Your reply must be the number of lines in the entries that hold the word "Bergamo", and nothing else.

━━━ Data extract

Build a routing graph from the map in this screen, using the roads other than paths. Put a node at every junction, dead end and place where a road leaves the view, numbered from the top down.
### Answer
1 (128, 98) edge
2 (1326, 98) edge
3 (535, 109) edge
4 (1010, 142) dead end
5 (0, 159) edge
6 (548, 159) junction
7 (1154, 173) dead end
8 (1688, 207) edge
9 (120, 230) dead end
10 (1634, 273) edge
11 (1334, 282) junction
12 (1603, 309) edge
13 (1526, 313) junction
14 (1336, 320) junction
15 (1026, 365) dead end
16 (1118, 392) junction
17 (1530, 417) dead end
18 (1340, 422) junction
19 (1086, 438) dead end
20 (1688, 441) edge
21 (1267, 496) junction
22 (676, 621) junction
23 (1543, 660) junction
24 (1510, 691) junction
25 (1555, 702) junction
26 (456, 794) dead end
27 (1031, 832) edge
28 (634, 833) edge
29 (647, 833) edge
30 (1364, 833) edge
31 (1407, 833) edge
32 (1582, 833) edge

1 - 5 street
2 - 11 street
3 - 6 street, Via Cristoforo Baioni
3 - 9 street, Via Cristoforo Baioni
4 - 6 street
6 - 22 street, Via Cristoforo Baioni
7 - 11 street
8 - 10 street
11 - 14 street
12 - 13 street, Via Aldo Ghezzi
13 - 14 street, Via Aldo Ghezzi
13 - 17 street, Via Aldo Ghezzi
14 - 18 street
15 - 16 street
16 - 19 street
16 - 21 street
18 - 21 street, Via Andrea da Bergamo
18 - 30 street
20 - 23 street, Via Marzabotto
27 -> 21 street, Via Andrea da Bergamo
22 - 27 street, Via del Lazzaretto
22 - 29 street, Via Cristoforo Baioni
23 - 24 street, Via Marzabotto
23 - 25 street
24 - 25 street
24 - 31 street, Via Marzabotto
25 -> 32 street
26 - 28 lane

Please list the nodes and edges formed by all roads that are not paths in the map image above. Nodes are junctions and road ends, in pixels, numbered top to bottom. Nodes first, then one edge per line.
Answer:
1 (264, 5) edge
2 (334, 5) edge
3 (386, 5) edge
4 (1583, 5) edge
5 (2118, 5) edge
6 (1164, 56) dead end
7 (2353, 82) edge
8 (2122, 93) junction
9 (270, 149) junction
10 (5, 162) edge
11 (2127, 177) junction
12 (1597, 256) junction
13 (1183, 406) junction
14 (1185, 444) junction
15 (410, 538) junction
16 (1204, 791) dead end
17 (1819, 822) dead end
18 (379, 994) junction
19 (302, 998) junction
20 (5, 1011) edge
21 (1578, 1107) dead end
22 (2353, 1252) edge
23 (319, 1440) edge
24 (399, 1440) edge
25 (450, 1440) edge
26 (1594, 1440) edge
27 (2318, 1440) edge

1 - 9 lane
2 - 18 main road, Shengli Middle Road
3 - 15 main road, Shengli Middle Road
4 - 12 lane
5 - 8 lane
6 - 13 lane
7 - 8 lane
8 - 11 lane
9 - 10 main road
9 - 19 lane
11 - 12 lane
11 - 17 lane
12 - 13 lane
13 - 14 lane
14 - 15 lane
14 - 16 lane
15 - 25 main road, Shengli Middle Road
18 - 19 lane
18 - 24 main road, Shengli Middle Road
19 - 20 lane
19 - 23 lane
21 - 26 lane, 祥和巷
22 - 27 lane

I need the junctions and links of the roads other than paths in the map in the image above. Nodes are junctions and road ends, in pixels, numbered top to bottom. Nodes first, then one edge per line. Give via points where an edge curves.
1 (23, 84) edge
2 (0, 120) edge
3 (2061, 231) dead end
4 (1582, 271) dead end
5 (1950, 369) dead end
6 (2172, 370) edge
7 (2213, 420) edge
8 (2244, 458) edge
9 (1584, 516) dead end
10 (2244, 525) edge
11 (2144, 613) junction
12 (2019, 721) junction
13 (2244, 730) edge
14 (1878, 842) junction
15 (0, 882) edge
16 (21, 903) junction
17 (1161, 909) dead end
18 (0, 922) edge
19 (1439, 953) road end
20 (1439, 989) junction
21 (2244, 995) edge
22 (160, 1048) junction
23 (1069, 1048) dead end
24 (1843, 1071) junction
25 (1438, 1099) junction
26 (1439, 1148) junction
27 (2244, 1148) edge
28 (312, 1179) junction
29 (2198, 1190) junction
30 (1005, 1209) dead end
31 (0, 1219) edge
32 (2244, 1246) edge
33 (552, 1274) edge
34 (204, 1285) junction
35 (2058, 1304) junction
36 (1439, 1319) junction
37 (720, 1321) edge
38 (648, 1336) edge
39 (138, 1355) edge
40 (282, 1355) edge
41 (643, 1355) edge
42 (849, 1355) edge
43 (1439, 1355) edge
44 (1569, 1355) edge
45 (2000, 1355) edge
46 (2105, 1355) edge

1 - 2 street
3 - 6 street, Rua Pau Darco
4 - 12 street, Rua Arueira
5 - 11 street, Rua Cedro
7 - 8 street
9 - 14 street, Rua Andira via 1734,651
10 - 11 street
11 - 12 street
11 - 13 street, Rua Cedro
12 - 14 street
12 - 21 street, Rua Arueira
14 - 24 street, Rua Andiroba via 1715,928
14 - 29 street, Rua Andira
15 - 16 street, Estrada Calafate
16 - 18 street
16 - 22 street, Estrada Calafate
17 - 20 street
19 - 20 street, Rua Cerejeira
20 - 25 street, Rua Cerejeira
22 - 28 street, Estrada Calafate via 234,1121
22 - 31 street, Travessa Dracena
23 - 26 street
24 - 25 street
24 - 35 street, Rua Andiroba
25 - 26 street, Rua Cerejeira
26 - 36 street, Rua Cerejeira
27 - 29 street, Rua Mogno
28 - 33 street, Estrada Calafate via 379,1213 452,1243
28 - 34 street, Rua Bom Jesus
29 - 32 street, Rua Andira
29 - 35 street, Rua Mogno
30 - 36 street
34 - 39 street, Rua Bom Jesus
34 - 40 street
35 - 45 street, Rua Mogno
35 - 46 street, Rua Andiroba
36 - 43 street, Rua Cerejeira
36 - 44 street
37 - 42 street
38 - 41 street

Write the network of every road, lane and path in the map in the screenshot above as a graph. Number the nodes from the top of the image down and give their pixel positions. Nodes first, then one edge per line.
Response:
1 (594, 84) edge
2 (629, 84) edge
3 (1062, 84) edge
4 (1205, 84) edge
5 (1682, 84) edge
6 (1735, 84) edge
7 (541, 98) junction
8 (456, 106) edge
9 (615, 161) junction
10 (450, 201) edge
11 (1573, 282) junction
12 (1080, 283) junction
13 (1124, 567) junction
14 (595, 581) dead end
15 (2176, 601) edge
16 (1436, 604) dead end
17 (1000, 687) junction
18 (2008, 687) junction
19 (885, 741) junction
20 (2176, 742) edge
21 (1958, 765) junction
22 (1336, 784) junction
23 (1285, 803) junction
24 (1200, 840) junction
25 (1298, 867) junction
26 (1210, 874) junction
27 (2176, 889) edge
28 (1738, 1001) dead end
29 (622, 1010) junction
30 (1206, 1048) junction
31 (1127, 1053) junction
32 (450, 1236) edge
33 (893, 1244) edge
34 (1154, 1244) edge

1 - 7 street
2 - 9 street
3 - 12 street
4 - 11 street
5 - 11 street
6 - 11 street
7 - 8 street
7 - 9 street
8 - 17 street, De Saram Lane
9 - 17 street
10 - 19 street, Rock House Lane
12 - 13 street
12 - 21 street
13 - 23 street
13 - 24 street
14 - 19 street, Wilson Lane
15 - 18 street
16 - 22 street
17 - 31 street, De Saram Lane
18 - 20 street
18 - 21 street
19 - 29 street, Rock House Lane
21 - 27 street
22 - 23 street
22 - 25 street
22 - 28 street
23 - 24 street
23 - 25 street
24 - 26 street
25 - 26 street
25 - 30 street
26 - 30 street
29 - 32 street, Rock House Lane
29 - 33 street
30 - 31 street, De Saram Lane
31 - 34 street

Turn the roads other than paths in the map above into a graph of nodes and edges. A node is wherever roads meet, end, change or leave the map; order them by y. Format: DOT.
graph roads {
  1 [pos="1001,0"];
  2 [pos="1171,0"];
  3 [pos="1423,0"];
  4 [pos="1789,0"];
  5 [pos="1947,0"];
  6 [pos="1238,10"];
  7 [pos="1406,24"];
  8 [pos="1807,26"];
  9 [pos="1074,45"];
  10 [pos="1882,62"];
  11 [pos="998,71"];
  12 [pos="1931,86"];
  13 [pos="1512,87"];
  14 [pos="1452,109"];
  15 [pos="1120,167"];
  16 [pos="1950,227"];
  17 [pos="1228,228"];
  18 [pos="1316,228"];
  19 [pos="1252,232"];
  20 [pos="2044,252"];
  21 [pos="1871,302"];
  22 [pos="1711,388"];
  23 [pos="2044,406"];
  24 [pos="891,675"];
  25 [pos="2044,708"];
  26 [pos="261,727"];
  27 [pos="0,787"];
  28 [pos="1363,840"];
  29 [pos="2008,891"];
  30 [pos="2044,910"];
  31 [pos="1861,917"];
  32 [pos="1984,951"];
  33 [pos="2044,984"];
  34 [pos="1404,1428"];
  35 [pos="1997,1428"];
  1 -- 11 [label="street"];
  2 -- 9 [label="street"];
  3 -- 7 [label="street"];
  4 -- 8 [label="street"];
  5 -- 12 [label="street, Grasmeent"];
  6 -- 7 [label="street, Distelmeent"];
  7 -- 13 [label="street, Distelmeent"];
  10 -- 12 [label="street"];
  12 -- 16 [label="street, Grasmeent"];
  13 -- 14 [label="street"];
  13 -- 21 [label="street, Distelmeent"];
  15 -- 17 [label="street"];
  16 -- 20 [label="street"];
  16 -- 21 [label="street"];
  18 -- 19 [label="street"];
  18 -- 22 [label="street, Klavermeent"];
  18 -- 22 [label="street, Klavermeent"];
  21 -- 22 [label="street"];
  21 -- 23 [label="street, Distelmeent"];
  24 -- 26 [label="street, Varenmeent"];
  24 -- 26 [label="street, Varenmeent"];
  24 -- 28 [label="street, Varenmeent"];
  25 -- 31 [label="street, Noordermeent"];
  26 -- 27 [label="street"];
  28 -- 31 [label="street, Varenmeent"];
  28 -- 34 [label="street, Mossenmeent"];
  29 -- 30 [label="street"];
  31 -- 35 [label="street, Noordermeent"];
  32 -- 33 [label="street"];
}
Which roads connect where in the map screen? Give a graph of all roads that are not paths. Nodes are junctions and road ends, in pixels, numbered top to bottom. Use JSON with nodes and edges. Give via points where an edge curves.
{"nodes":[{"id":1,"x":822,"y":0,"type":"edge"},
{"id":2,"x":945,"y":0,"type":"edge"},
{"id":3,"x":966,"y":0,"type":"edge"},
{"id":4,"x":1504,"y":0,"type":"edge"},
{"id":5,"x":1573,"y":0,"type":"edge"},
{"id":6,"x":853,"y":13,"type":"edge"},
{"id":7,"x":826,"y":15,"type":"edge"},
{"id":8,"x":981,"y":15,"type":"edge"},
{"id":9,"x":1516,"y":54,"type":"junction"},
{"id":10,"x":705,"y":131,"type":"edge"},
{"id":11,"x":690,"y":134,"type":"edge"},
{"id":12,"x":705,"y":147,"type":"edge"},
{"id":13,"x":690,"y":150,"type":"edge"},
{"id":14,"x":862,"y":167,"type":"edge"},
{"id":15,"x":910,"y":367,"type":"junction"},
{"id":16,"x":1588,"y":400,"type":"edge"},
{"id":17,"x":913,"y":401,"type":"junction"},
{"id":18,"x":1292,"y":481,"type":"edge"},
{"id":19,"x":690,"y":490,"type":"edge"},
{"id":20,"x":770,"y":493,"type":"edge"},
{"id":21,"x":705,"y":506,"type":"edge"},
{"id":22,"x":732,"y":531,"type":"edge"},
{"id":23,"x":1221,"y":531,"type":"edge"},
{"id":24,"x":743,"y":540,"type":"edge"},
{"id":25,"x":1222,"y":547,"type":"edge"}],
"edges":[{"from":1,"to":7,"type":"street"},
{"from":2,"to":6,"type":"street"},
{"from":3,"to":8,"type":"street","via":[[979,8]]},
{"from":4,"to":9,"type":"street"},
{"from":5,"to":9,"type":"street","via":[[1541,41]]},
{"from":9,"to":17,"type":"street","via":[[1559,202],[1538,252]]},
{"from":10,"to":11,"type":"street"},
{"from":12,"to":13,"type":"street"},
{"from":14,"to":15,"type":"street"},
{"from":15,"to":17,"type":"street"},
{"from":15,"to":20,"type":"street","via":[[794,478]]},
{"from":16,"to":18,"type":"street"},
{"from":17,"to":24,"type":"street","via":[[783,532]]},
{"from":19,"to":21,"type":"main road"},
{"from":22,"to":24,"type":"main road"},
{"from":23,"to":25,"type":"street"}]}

━━━━━━

--- The answer ---
2